Chris Pratt Shrugs Off Tilly Norwood and AI Takeover Fears: "I Don’t Know Who This Bitch Is"

Chris Pratt isn’t losing sleep over AI taking over Hollywood, and he made that clear while walking the red carpet in New York. Speaking with Variety at the premiere of Mercy, Pratt brushed off the growing anxiety around synthetic performers and straight-up dismissed the hype surrounding AI actor Tilly Norwood.

“I don’t feel like someone’s gonna replace me that’s AI,” Pratt said. “I heard this Tilly Norwood thing, I think that’s all bullshit. I’ve never seen her in a movie. I don’t know who this bitch is. It’s all fake until it’s something.”

That blunt take landed amid an industry-wide debate about whether artificial intelligence could eventually edge out real actors. For Pratt, the fear feels premature.

He acknowledged that AI is going to shake things up, but he doesn’t see it erasing the human element that makes movies matter in the first place. In his view, the technology has potential when used responsibly and creatively, without pushing people out of the equation.

Pratt said AI can be “an amazing tool in the right hands,” while also admitting it will “inevitably disrupt the industry.” Even so, he remains confident that talented storytellers will continue doing what they do best.

He doesn’t believe software can replicate the emotional core that fuels great performances or meaningful storytelling.
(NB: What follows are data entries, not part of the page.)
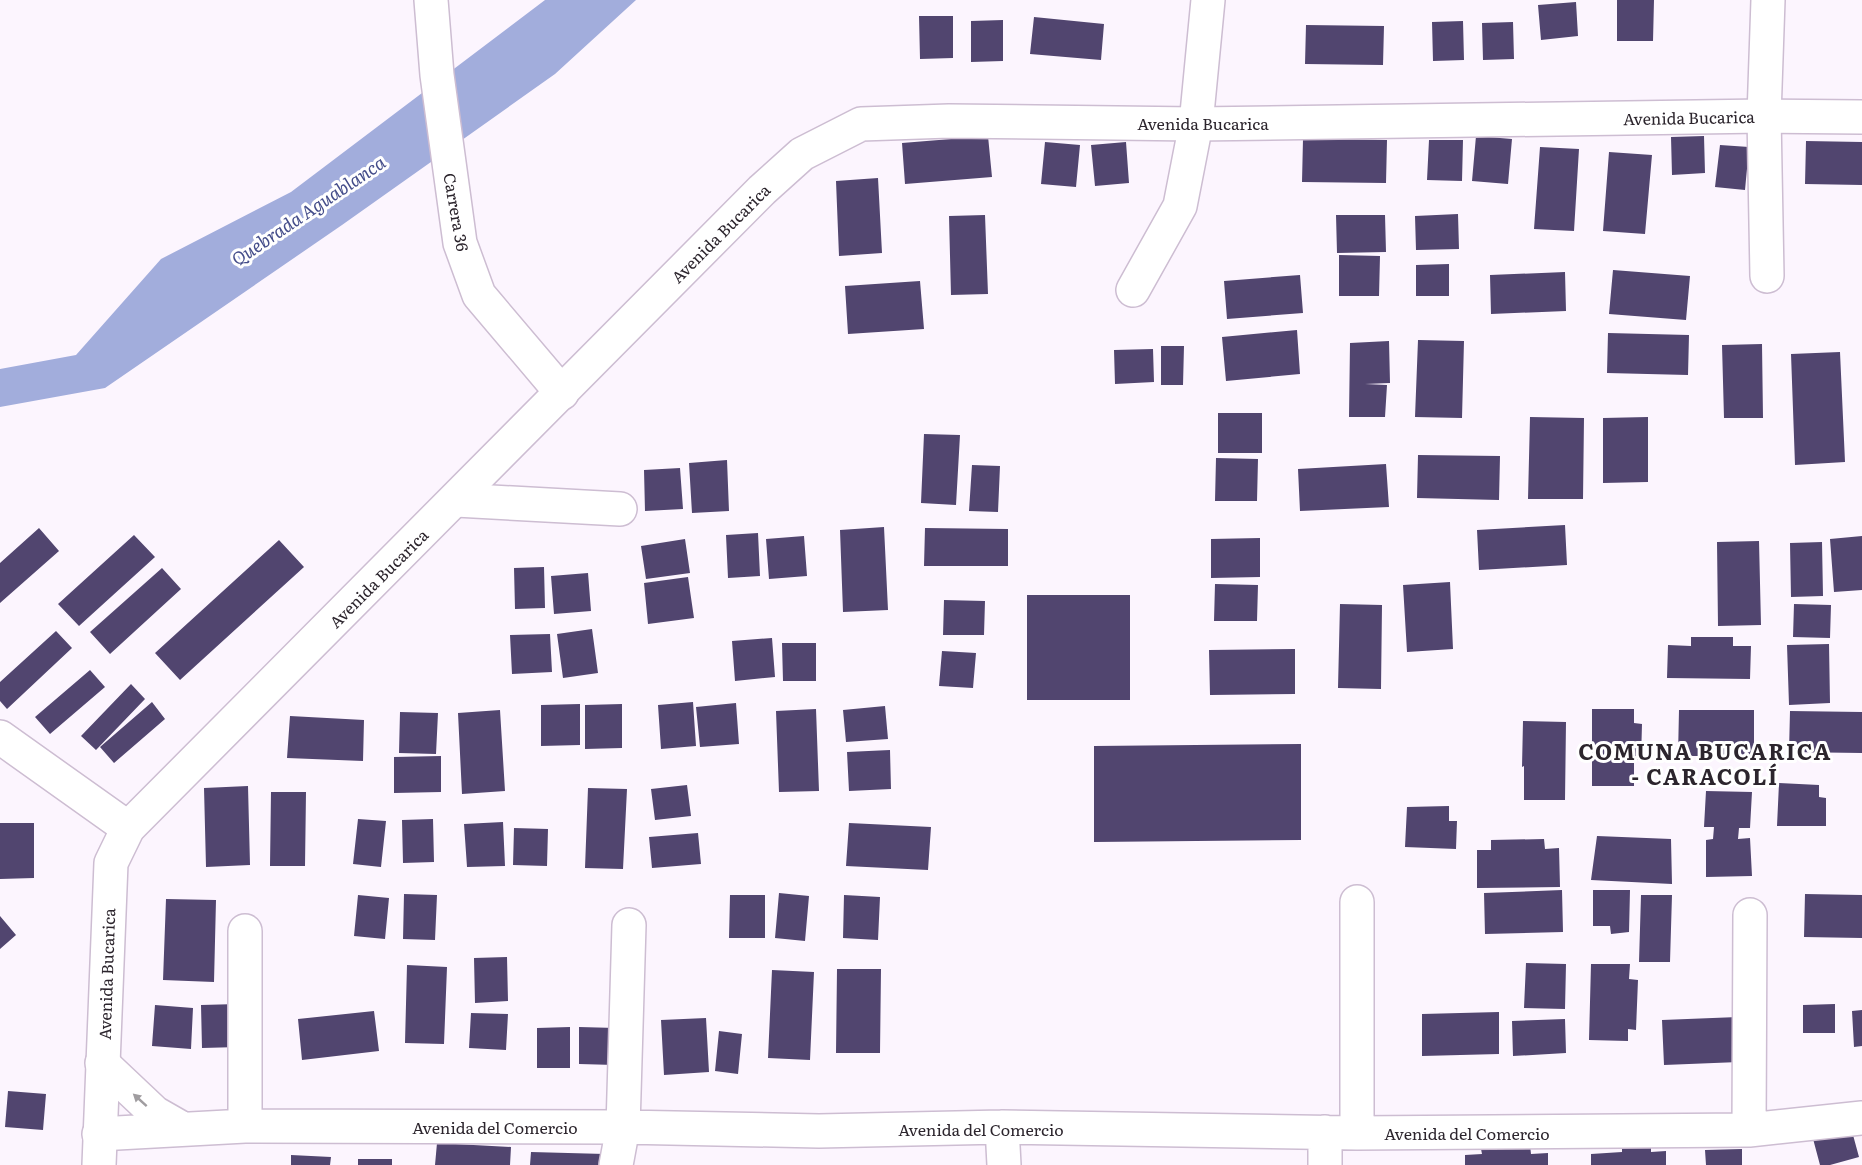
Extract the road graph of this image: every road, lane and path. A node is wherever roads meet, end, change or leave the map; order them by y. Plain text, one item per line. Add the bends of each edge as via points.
1 (431, 0) edge
2 (1208, 0) edge
3 (1768, 0) edge
4 (1764, 116) junction
5 (1862, 117) edge
6 (1196, 124) junction
7 (1767, 276) dead end
8 (1133, 290) dead end
9 (562, 393) junction
10 (456, 500) junction
11 (620, 509) dead end
12 (0, 737) edge
13 (128, 828) junction
14 (1356, 902) dead end
15 (1750, 915) dead end
16 (629, 925) dead end
17 (245, 930) dead end
18 (102, 1063) junction
19 (1862, 1118) edge
20 (245, 1126) junction
21 (623, 1127) junction
22 (1002, 1127) junction
23 (183, 1130) junction
24 (1749, 1130) junction
25 (1325, 1132) junction
26 (1357, 1133) junction
27 (99, 1150) edge
28 (616, 1165) edge
29 (1004, 1165) edge
30 (1325, 1165) edge

1 - 9 street, Carrera 36 via 460,243 479,295
2 - 6 street
3 - 4 street
4 - 5 street, Avenida Bucarica
4 - 6 street, Avenida Bucarica
4 - 7 street
6 - 8 street via 1180,206
6 - 9 street, Avenida Bucarica via 861,124 794,161
9 - 10 street, Avenida Bucarica
10 - 11 street
10 - 13 street, Avenida Bucarica
12 - 13 street
13 - 18 street, Avenida Bucarica via 111,862
14 - 26 street
15 - 24 street
16 - 21 street
17 - 20 street
23 -> 18 street via 155,1113
18 - 27 street, Avenida Bucarica
19 - 24 street, Avenida del Comercio
20 - 21 street, Avenida del Comercio
20 - 23 street, Avenida del Comercio
21 - 22 street, Avenida del Comercio via 819,1131
21 - 28 street
22 - 25 street, Avenida del Comercio
22 - 29 street
23 - 27 street, Avenida del Comercio
24 - 26 street, Avenida del Comercio
25 - 26 street, Avenida del Comercio
25 - 30 street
“I don’t think you’re going to replace the human soul of a director or a writer or an actor or a singer or any of this stuff that requires human yearning and suffering and vision in art.”

The comments come in response to the controversy surrounding Tilly Norwood, a fully synthetic AI performer created by Dutch comedian Eline Van der Velden. When Van der Velden introduced the digital character at the Zurich Film Festival last summer and suggested Tilly could soon land representation, the reaction from Hollywood was swift and heated.
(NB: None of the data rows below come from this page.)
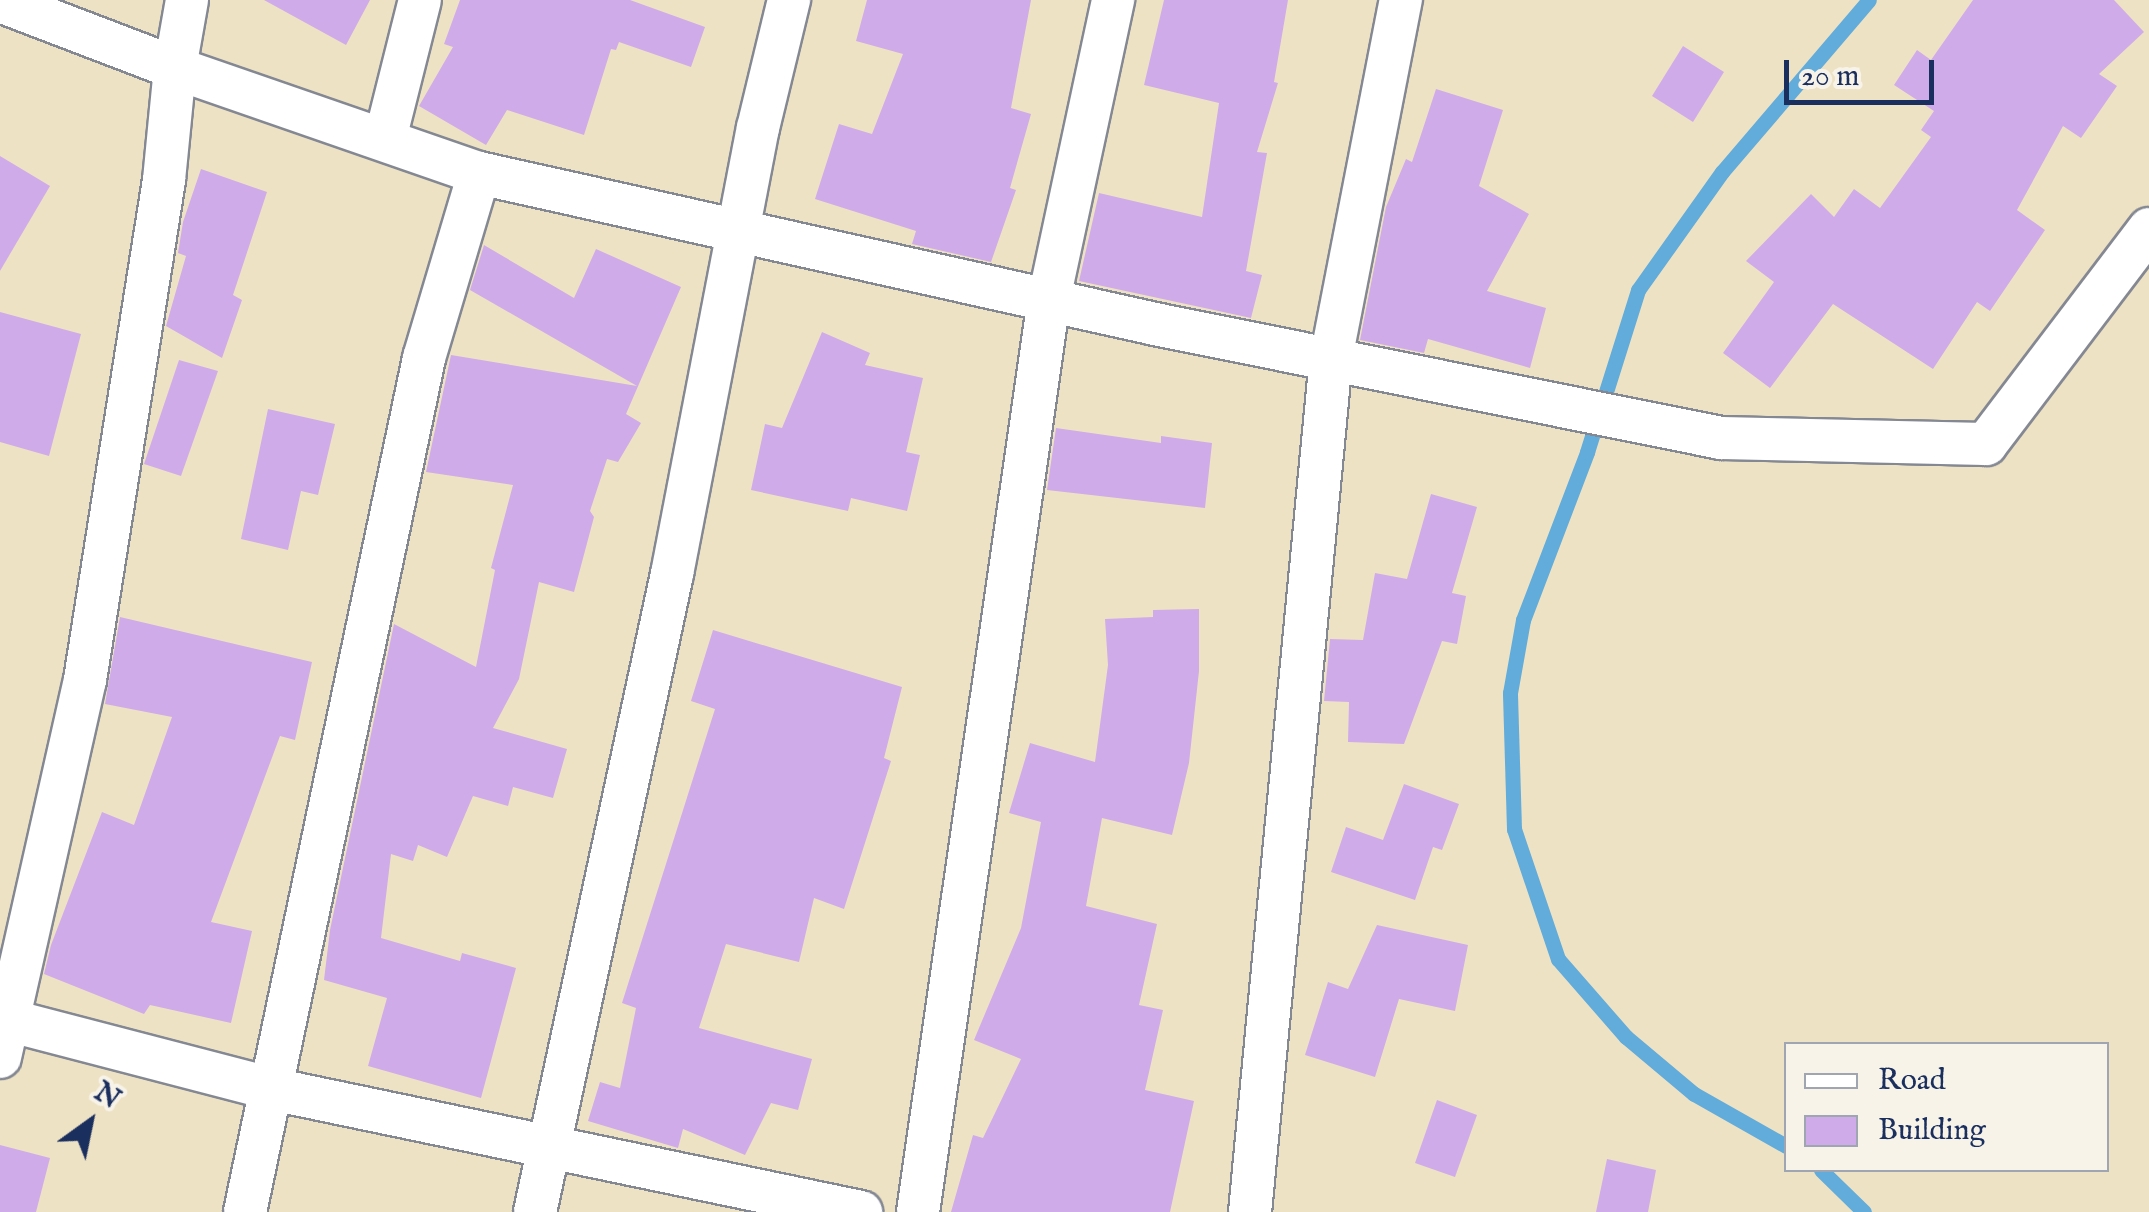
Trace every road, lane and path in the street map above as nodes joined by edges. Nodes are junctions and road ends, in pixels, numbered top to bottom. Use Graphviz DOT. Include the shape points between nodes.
graph roads {
  1 [pos="187,0"];
  2 [pos="420,0"];
  3 [pos="789,0"];
  4 [pos="1114,0"];
  5 [pos="1401,0"];
  6 [pos="0,1"];
  7 [pos="175,68"];
  8 [pos="385,139"];
  9 [pos="478,173"];
  10 [pos="2149,229"];
  11 [pos="737,233"];
  12 [pos="1048,299"];
  13 [pos="1331,359"];
  14 [pos="3,1032"];
  15 [pos="272,1089"];
  16 [pos="550,1148"];
  17 [pos="245,1212"];
  18 [pos="535,1212"];
  19 [pos="861,1212"];
  20 [pos="918,1212"];
  21 [pos="1250,1212"];
  1 -- 7 [label="street"];
  2 -- 8 [label="street"];
  3 -- 11 [label="street"];
  4 -- 12 [label="street"];
  5 -- 13 [label="street"];
  6 -- 7 [label="street"];
  7 -- 8 [label="street"];
  7 -- 14 [label="street" via="164,180 85,680"];
  8 -- 9 [label="street"];
  9 -- 11 [label="street"];
  9 -- 15 [label="street" via="424,358"];
  10 -- 13 [label="street" via="1986,444 1721,438"];
  11 -- 12 [label="street"];
  11 -- 16 [label="street"];
  12 -- 13 [label="street"];
  12 -- 20 [label="street"];
  13 -- 21 [label="street"];
  14 -- 15 [label="street"];
  15 -- 16 [label="street"];
  15 -- 17 [label="street"];
  16 -- 18 [label="street"];
  16 -- 19 [label="street"];
}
SAG-AFTRA pushed back hard, warning that AI performers pose “the problem of using stolen performances to put actors out of work, jeopardizing performer livelihoods and devaluing human artistry.”

Van der Velden responded by describing Tilly as an art project rather than a threat, saying she is “not a replacement for a human being, but a creative work – a piece of art.”

Pratt isn’t alone in questioning how far AI can really go. Earlier this year, Leonardo DiCaprio shared a similar perspective, arguing that technology can assist filmmakers but can’t replace genuine expression.

“It could be an enhancement tool for a young filmmaker to do something we’ve never seen before,” DiCaprio said. “I think anything that is going to be authentically thought of as art has to come from the human being.”

For now, Pratt seems unfazed by digital doppelgängers and synthetic stars. From his standpoint, until AI can bring real emotion, struggle, and imagination to the screen, the panic surrounding virtual actors isn’t worth buying into.